Hemodynamic data were read directly from the strip charts during baseline conditions and at peak increases of CBF after boluses injections of the various drugs. With a computer-assisted digitizing tablet, the area under mean CBF recordings in excess of baseline CBF, called volume response, was planimetered from the rise in CBF to the return of CBF to baseline and reported in milliliters. This approach was used to analyze responses to acetylcholine, pirbuterol, nitroglycerin, and adenosine. Because of the long-lasting effects of lemakalim on CBF, volume responses were measured from the rise in CBF to the point of 50% decline from peak CBF. The duration of CBF responses was established by direct measurement on the strip charts of the time corresponding to the measured volume responses. In experiments in which CBF was controlled, mean DCP was reported before and at peak decreases after drug injection. Data are reported as mean±SEM throughout. Overall simultaneous comparisons of baseline levels (before the various drugs) before and after L-NAME or before and after glibenclamide were made with two-way ANOVA for repeated measurements.21 22 A similar approach was used for comparing responses to a specific drug before and after L-NAME or glibenclamide. For protocols involving the injection of a single dose of acetylcholine, nitroglycerin, or lemakalim, paired t tests were used for comparing responses before and after L-NAME or glibenclamide. Comparisons of LVP, LV dP/dt, MAP, and HR at peak CBF with baselines were made with paired t tests.
Statistical significance was reached when P<.05 in all cases. All experimental procedures were approved by an ethical committee on animal care and performed in accordance with the Guide to the Care and Use of Experimental Animals (Canadian Council on Animal Care publication No. [ISBN] 0-919087-18-3, Ottawa, 1993).
β2-Adrenergic Dilation and Blockade of NO Formation
Overall simultaneous comparisons made between baseline values (values before all drugs) revealed slight increases in LVP and MAP and decreases in HR and LV dP/dt after L-NAME. Baseline CBF was not altered after L-NAME, as reported in Table 1⇓. Except for increases in CBF, other hemodynamic effects of pirbuterol, acetylcholine, and nitroglycerin were trivial and did not differ statistically before and after L-NAME.

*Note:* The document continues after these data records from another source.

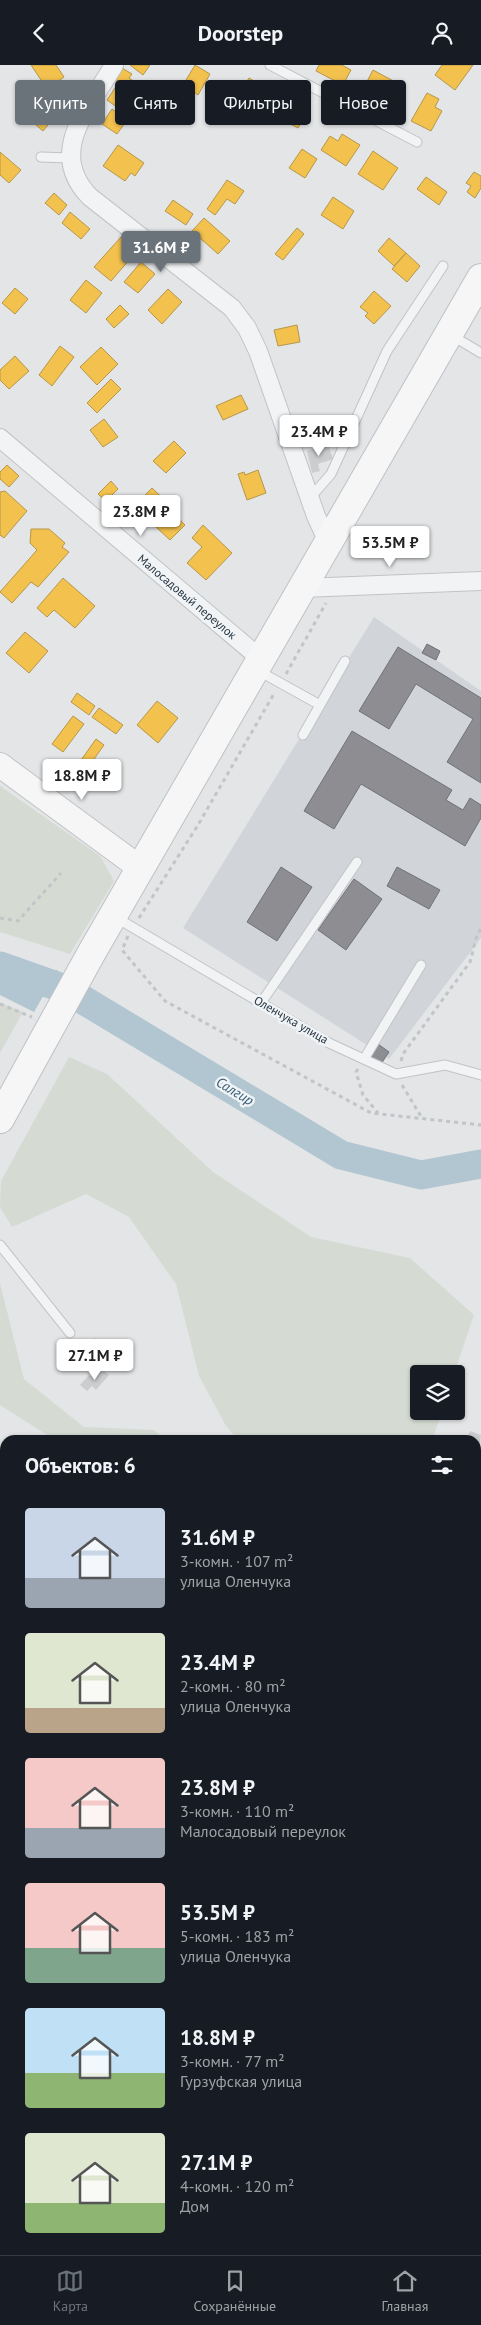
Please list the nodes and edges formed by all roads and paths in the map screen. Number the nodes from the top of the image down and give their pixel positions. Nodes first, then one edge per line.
1 (114, 65) edge
2 (270, 65) edge
3 (417, 143) dead end
4 (41, 157) dead end
5 (69, 158) junction
6 (443, 266) dead end
7 (481, 278) edge
8 (449, 333) junction
9 (481, 353) edge
10 (353, 424) junction
11 (0, 438) edge
12 (289, 438) junction
13 (310, 499) junction
14 (328, 542) junction
15 (481, 581) edge
16 (335, 585) junction
17 (302, 588) junction
18 (345, 661) dead end
19 (258, 664) junction
20 (280, 683) junction
21 (320, 705) junction
22 (303, 735) dead end
23 (0, 765) edge
24 (357, 862) dead end
25 (140, 868) junction
26 (61, 873) dead end
27 (0, 919) edge
28 (125, 927) junction
29 (481, 929) edge
30 (421, 965) dead end
31 (260, 1003) junction
32 (0, 1004) edge
33 (37, 1030) junction
34 (364, 1059) junction
35 (396, 1074) junction
36 (481, 1075) edge
37 (378, 1113) junction
38 (0, 1119) edge
39 (422, 1119) junction
40 (481, 1125) edge
41 (0, 1245) edge
42 (70, 1333) dead end

1 - 5 street
2 - 3 lane
4 - 5 lane
5 - 12 street
6 - 10 lane
7 - 8 main road
8 - 9 lane
8 - 14 main road
10 - 12 lane
10 - 13 lane
11 - 19 street, Малосадовый переулок
12 - 13 street
13 - 14 street
14 - 17 main road
15 - 16 street
16 - 17 street
16 - 20 path
17 - 19 main road
18 - 21 lane
19 - 20 lane
19 - 25 main road
20 - 21 lane
20 - 28 path
21 - 22 lane
23 - 25 main road
24 - 31 lane
25 - 28 main road
26 - 27 path
28 - 31 lane, Оленчука улица
28 - 33 main road
28 - 37 path
29 - 35 path
30 - 34 lane
31 - 34 lane, Оленчука улица
32 - 33 path
33 - 38 main road
34 - 35 lane, Оленчука улица
34 - 37 path
35 - 36 lane
35 - 39 path
37 - 39 path
39 - 40 path
41 - 42 lane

Pirbuterol. A recording of responses elicited by pirbuterol (100.0 ng/kg) before and after L-NAME is displayed in Fig 1⇓. L-NAME resulted in a smaller CBF response to pirbuterol. Before L-NAME, pirbuterol 50.0 ng/kg increased CBF by 32±6 from 43±7 mL/min. Pirbuterol resulted in smaller (P<.01) CBF responses (11±2 from 40±7 mL/min) after L-NAME. Overall, peak increases in CBF and the volume and duration of CBF responses to pirbuterol were smaller (P<.01) after L-NAME, as reported in Fig 2⇓.
Acetylcholine. Acetylcholine 3.0 ng/kg increased CBF by 49±6 from 42±7 mL/min before L-NAME. After blockade of NO formation, acetylcholine-induced increases in CBF were limited (P<.01) to 28±4 from 44±8 mL/min. Overall, peak increases in CBF and the volume and duration of CBF responses to acetylcholine were smaller (P<.01) after L-NAME.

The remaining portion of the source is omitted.